> _WORK ITEM_
In the listing below, find each line containing "Cebrià" and report it.

> _THE INPUT_
**********
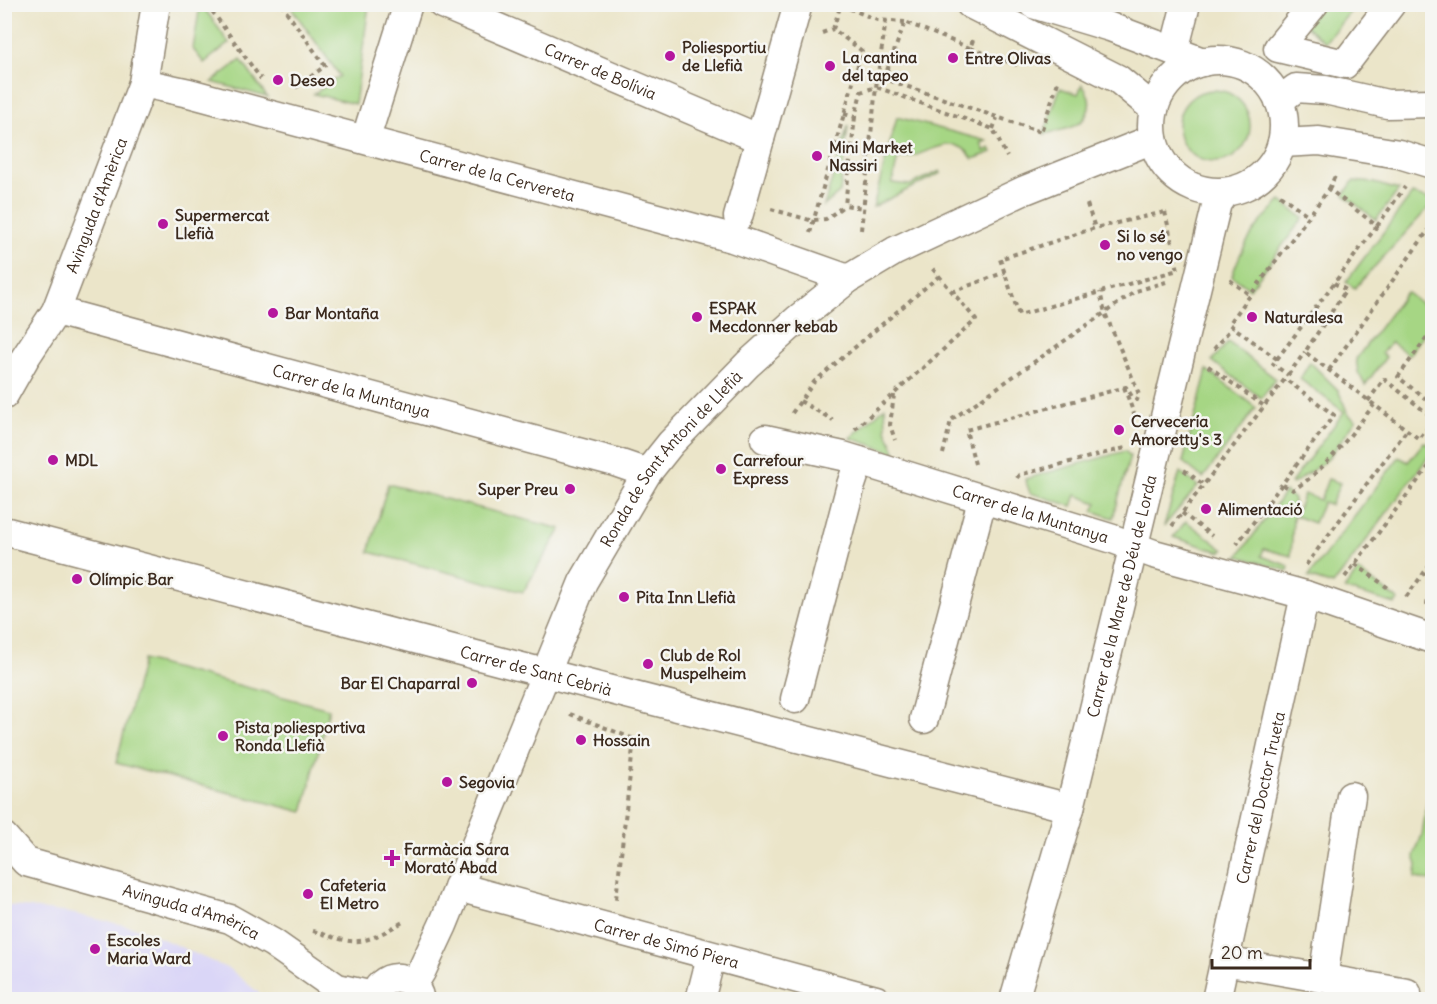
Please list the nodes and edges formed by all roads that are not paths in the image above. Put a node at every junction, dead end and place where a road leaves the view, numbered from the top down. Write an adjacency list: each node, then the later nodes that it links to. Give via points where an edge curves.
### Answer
1 (156, 4): 12 (street, Avinguda d'Amèrica)
2 (408, 4): 16 (street)
3 (442, 4): 17 (street, Carrer de Bolívia)
4 (798, 4): 17 (street)
5 (970, 4): 15 (street, via 1118,79)
6 (1033, 4): 10 (street)
7 (1186, 4): 10 (street)
8 (1314, 4): 9 (street, via 1278,48 1345,64)
9 (1391, 4)
10 (1174, 51): 11 (street)
11 (1203, 62): 13 (street, via 1218,60 1249,67 1272,87); 15 (street, via 1172,78)
12 (143, 83): 23 (street, Carrer de la Cervereta, via 732,238); 24 (street, Avinguda d'Amèrica)
13 (1279, 101): 14 (street, via 1296,88 1325,90 1387,104); 19 (street, via 1284,122)
14 (1432, 104)
15 (1154, 109): 18 (street)
16 (370, 125)
17 (760, 139): 22 (street)
18 (1153, 139): 21 (street, via 1159,157 1187,185); 23 (street, Ronda de Sant Antoni de Llefià, via 1016,194 895,251)
19 (1282, 143): 20 (street, via 1319,141 1400,154); 21 (street, via 1261,176 1244,187)
20 (1432, 164)
21 (1225, 192): 32 (street, Carrer de la Mare de Déu de Lorda, via 1216,203)
22 (738, 217)
23 (849, 279): 29 (street, Ronda de Sant Antoni de Llefià, via 726,385)
24 (56, 311): 25 (street, Avinguda d'Amèrica); 29 (street, Carrer de la Muntanya)
25 (15, 355): 26 (street, Avinguda d'Amèrica)
26 (4, 395)
27 (769, 440): 28 (street, Carrer de la Muntanya)
28 (852, 449): 30 (street, Carrer de la Muntanya); 36 (street, via 851,485)
29 (647, 473): 35 (street, Ronda de Sant Antoni de Llefià, via 583,582)
30 (982, 500): 32 (street, Carrer de la Muntanya); 37 (street)
31 (4, 531): 35 (street, Carrer de Sant Cebrià)
32 (1133, 547): 33 (street, Carrer de la Muntanya, via 1154,555); 39 (street, Carrer de la Mare de Déu de Lorda)
33 (1304, 582): 34 (street, Carrer de la Muntanya); 44 (street, Carrer del Doctor Trueta)
34 (1432, 639)
35 (545, 674): 39 (street, Carrer de Sant Cebrià); 42 (street, Ronda de Sant Antoni de Llefià)
36 (795, 699)
37 (924, 719)
38 (1351, 796): 45 (street)
39 (1070, 808): 50 (street, Carrer de la Mare de Déu de Lorda)
40 (4, 837): 41 (street, Avinguda d'Amèrica)
41 (15, 867): 47 (street, Avinguda d'Amèrica, via 230,919 273,943 337,988)
42 (458, 887): 43 (street, Carrer de Simó Piera); 46 (street, Ronda de Sant Antoni de Llefià)
43 (711, 957): 48 (street); 49 (street, Carrer de Simó Piera)
44 (1224, 961): 45 (street); 51 (street, Carrer del Doctor Trueta)
45 (1323, 978): 52 (street, via 1407,993)
46 (417, 992): 47 (street, via 404,979 390,979 378,986)
47 (373, 998)
48 (700, 999)
49 (876, 999)
50 (1014, 999)
51 (1216, 999)
52 (1406, 999)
**********
> _EXERCISE RESPONSE_
31 (4, 531): 35 (street, Carrer de Sant Cebrià)
35 (545, 674): 39 (street, Carrer de Sant Cebrià); 42 (street, Ronda de Sant Antoni de Llefià)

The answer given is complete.